Defined by the British tinnitus association as a ringing, whistling, buzzing and humming in the ears and/or head without any external source it has been a bit of an ailment for me for over a year now. It all started a few years back when I started to get presumably viral related Ménière syndrome attacks. They appeared about once or twice a year and got worse towards the end – the last one “flattened” me for about 12h with a few days recovery after that. Ménière syndrome are more or less severe attacks of vertigo, severe tinnitus, nausea with no hearing loss. There are probably more definitions around so please bare with me. The ones I described are the most obvious.

Auris Medical made a sound that tries to reproduce what tinnitus sounds like on top of music: tinnitus

After the last attack I had in April 2008 I was left with persistent undulating tinnitus. It wasn’t as severe as during the Ménière’s attack but it was very unsettling. After a few weeks it was still there and it slowly got me worrying. Whent to see my GP who referred me to a ENT (Ear nose and throat) specialist in Carmarthen.
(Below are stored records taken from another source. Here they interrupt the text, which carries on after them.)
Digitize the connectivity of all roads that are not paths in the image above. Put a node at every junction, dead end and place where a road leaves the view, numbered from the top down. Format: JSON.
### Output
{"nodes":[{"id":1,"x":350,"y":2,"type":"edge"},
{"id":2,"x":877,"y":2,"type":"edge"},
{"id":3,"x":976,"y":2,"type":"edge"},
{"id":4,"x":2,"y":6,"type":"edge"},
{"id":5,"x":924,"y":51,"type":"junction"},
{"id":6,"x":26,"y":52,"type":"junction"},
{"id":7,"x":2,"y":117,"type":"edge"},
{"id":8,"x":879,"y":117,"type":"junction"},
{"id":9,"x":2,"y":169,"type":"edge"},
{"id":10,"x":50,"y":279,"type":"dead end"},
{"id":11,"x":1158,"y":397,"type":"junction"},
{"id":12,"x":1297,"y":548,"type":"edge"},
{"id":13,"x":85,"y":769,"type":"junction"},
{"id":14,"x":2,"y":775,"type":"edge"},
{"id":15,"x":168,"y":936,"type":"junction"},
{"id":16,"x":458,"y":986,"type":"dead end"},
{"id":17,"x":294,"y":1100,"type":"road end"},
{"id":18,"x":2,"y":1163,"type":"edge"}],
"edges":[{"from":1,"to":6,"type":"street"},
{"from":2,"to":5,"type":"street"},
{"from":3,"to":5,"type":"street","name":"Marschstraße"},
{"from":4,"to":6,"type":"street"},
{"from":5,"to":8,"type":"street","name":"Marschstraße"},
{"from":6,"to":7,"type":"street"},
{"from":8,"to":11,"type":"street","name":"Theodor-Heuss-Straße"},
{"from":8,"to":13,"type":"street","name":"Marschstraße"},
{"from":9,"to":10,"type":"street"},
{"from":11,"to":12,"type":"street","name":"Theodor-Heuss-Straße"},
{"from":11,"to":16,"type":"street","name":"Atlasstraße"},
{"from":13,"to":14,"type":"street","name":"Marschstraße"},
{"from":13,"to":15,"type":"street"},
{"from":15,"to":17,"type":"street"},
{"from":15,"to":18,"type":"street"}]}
Since then I have been there for a few visits and also had a CT scan a couple MRI scans and various tests performed on me, much to my frustration at times.

I was told that the tinnitus is not going to be permanent and that it is due, in my case, to fluid build-up in the inner ear, however this was more of a presumption than a definitive diagnosis.The best thing I was advised to do was to get used to the sound (while I have it) and to not get frustrated or depressed by it.

The times, when you usually hear it the mos,t is in the evening and morning. This also includes during the night if you happen to wake up. At the beginning the tinnitus was so bad that I was waking up just from it. Going back to sleep after that was quite a job. The resulting insomnia can cause much more severe problems and I hope they weren’t that bad with me.